▶ [BRIEF] Copy all records precisely, apart from the pictures.

▶ [SUPPLIED MATERIAL]
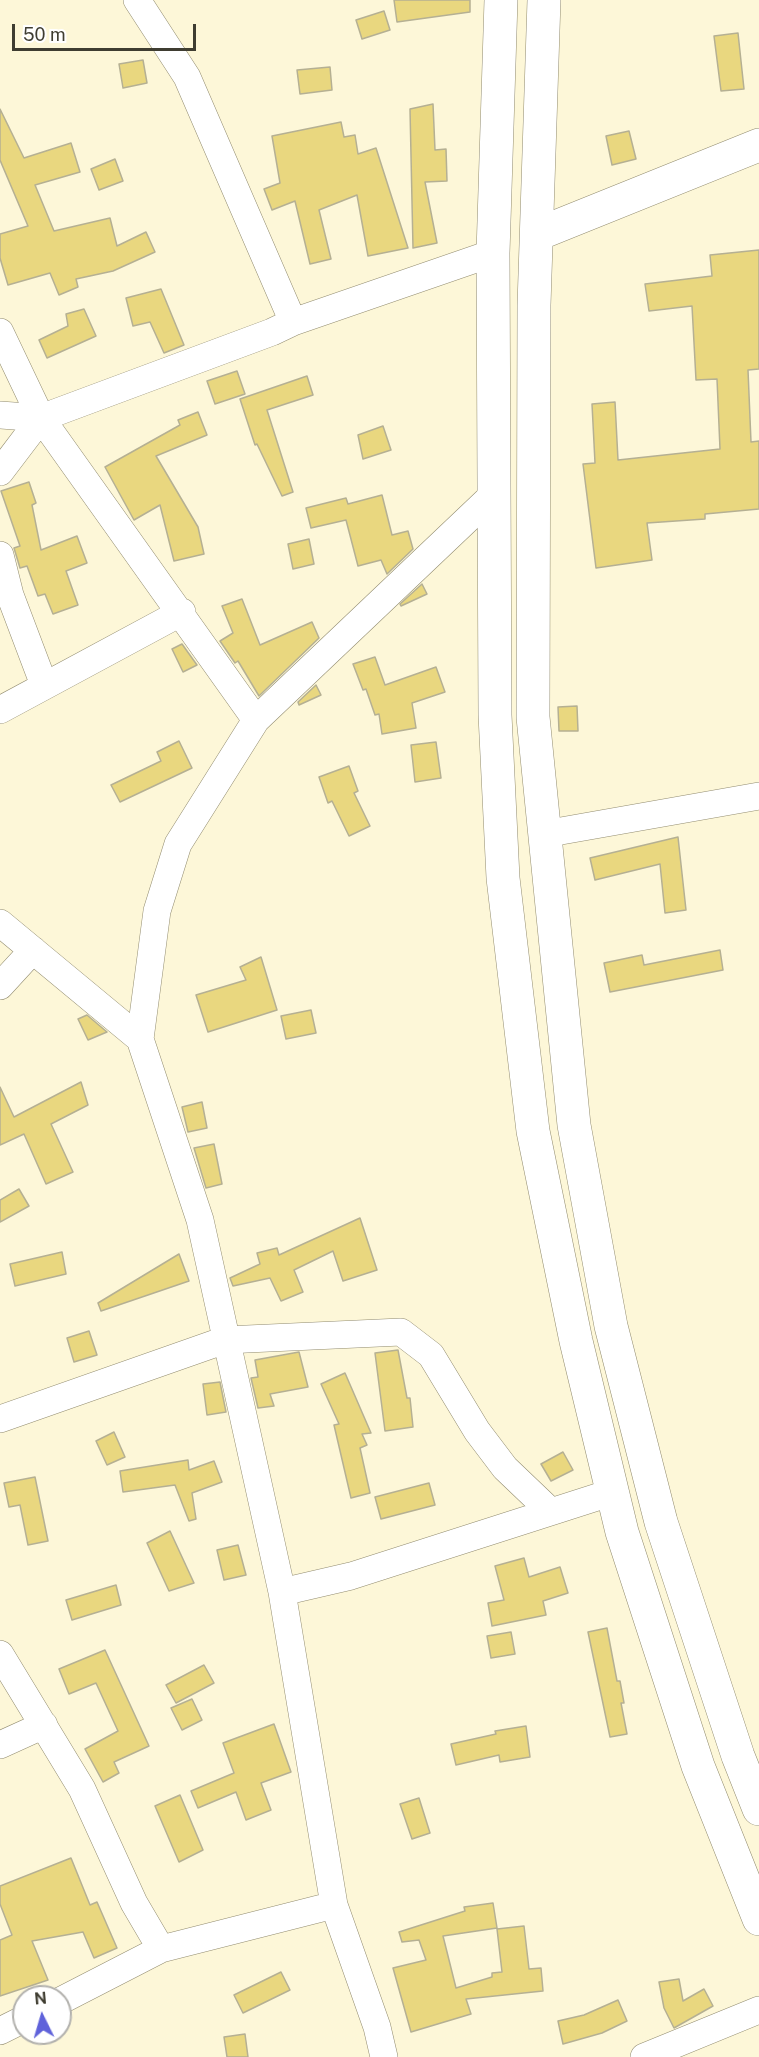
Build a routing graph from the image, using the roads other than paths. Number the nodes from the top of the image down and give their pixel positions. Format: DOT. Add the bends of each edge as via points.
graph roads {
  1 [pos="137,0"];
  2 [pos="501,0"];
  3 [pos="544,0"];
  4 [pos="759,145"];
  5 [pos="538,234"];
  6 [pos="493,253"];
  7 [pos="293,322"];
  8 [pos="0,332"];
  9 [pos="0,415"];
  10 [pos="41,418"];
  11 [pos="0,472"];
  12 [pos="496,492"];
  13 [pos="0,555"];
  14 [pos="182,612"];
  15 [pos="44,685"];
  16 [pos="0,710"];
  17 [pos="256,720"];
  18 [pos="759,796"];
  19 [pos="544,834"];
  20 [pos="0,923"];
  21 [pos="33,950"];
  22 [pos="0,986"];
  23 [pos="140,1039"];
  24 [pos="225,1340"];
  25 [pos="0,1419"];
  26 [pos="613,1491"];
  27 [pos="549,1510"];
  28 [pos="282,1592"];
  29 [pos="0,1654"];
  30 [pos="44,1725"];
  31 [pos="0,1745"];
  32 [pos="759,1809"];
  33 [pos="334,1905"];
  34 [pos="759,1919"];
  35 [pos="161,1949"];
  36 [pos="72,1995"];
  37 [pos="759,2010"];
  38 [pos="384,2057"];
  39 [pos="644,2057"];
  1 -- 7 [label="street" via="187,77"];
  2 -- 6 [label="main road"];
  3 -- 5 [label="main road"];
  4 -- 5 [label="main road"];
  5 -- 19 [label="main road" via="534,305 533,717"];
  6 -- 7 [label="street"];
  6 -- 12 [label="main road"];
  7 -- 10 [label="street"];
  8 -- 10 [label="street"];
  9 -- 10 [label="street"];
  10 -- 11 [label="street"];
  10 -- 14 [label="street"];
  12 -- 17 [label="street"];
  12 -- 26 [label="main road" via="495,715 503,878 533,1131 576,1341"];
  13 -- 15 [label="street" via="10,595"];
  14 -- 15 [label="street"];
  14 -- 17 [label="street"];
  15 -- 16 [label="street"];
  17 -- 23 [label="street" via="178,844 158,911"];
  18 -- 19 [label="street"];
  19 -- 32 [label="main road" via="574,1125 611,1326 661,1522"];
  20 -- 21 [label="street"];
  21 -- 22 [label="street"];
  21 -- 23 [label="street"];
  23 -- 24 [label="street" via="200,1220"];
  24 -- 25 [label="street"];
  24 -- 27 [label="street" via="401,1332 431,1355 505,1468"];
  24 -- 28 [label="street"];
  26 -- 27 [label="street"];
  26 -- 34 [label="main road" via="622,1532 698,1766"];
  27 -- 28 [label="street" via="362,1573"];
  28 -- 33 [label="street"];
  29 -- 30 [label="street"];
  30 -- 31 [label="street"];
  30 -- 35 [label="street" via="82,1789 134,1903"];
  33 -- 35 [label="street"];
  33 -- 38 [label="street"];
  35 -- 36 [label="street"];
  37 -- 39 [label="street"];
}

▶ [YOUR RESPONSE]
Build a routing graph from the image, using the roads other than paths. Number the nodes from the top of the image down and give their pixel positions. Format: DOT. Add the bends of each edge as via points.
graph roads {
  1 [pos="137,0"];
  2 [pos="501,0"];
  3 [pos="544,0"];
  4 [pos="759,145"];
  5 [pos="538,234"];
  6 [pos="493,253"];
  7 [pos="293,322"];
  8 [pos="0,332"];
  9 [pos="0,415"];
  10 [pos="41,418"];
  11 [pos="0,472"];
  12 [pos="496,492"];
  13 [pos="0,555"];
  14 [pos="182,612"];
  15 [pos="44,685"];
  16 [pos="0,710"];
  17 [pos="256,720"];
  18 [pos="759,796"];
  19 [pos="544,834"];
  20 [pos="0,923"];
  21 [pos="33,950"];
  22 [pos="0,986"];
  23 [pos="140,1039"];
  24 [pos="225,1340"];
  25 [pos="0,1419"];
  26 [pos="613,1491"];
  27 [pos="549,1510"];
  28 [pos="282,1592"];
  29 [pos="0,1654"];
  30 [pos="44,1725"];
  31 [pos="0,1745"];
  32 [pos="759,1809"];
  33 [pos="334,1905"];
  34 [pos="759,1919"];
  35 [pos="161,1949"];
  36 [pos="72,1995"];
  37 [pos="759,2010"];
  38 [pos="384,2057"];
  39 [pos="644,2057"];
  1 -- 7 [label="street" via="187,77"];
  2 -- 6 [label="main road"];
  3 -- 5 [label="main road"];
  4 -- 5 [label="main road"];
  5 -- 19 [label="main road" via="534,305 533,717"];
  6 -- 7 [label="street"];
  6 -- 12 [label="main road"];
  7 -- 10 [label="street"];
  8 -- 10 [label="street"];
  9 -- 10 [label="street"];
  10 -- 11 [label="street"];
  10 -- 14 [label="street"];
  12 -- 17 [label="street"];
  12 -- 26 [label="main road" via="495,715 503,878 533,1131 576,1341"];
  13 -- 15 [label="street" via="10,595"];
  14 -- 15 [label="street"];
  14 -- 17 [label="street"];
  15 -- 16 [label="street"];
  17 -- 23 [label="street" via="178,844 158,911"];
  18 -- 19 [label="street"];
  19 -- 32 [label="main road" via="574,1125 611,1326 661,1522"];
  20 -- 21 [label="street"];
  21 -- 22 [label="street"];
  21 -- 23 [label="street"];
  23 -- 24 [label="street" via="200,1220"];
  24 -- 25 [label="street"];
  24 -- 27 [label="street" via="401,1332 431,1355 505,1468"];
  24 -- 28 [label="street"];
  26 -- 27 [label="street"];
  26 -- 34 [label="main road" via="622,1532 698,1766"];
  27 -- 28 [label="street" via="362,1573"];
  28 -- 33 [label="street"];
  29 -- 30 [label="street"];
  30 -- 31 [label="street"];
  30 -- 35 [label="street" via="82,1789 134,1903"];
  33 -- 35 [label="street"];
  33 -- 38 [label="street"];
  35 -- 36 [label="street"];
  37 -- 39 [label="street"];
}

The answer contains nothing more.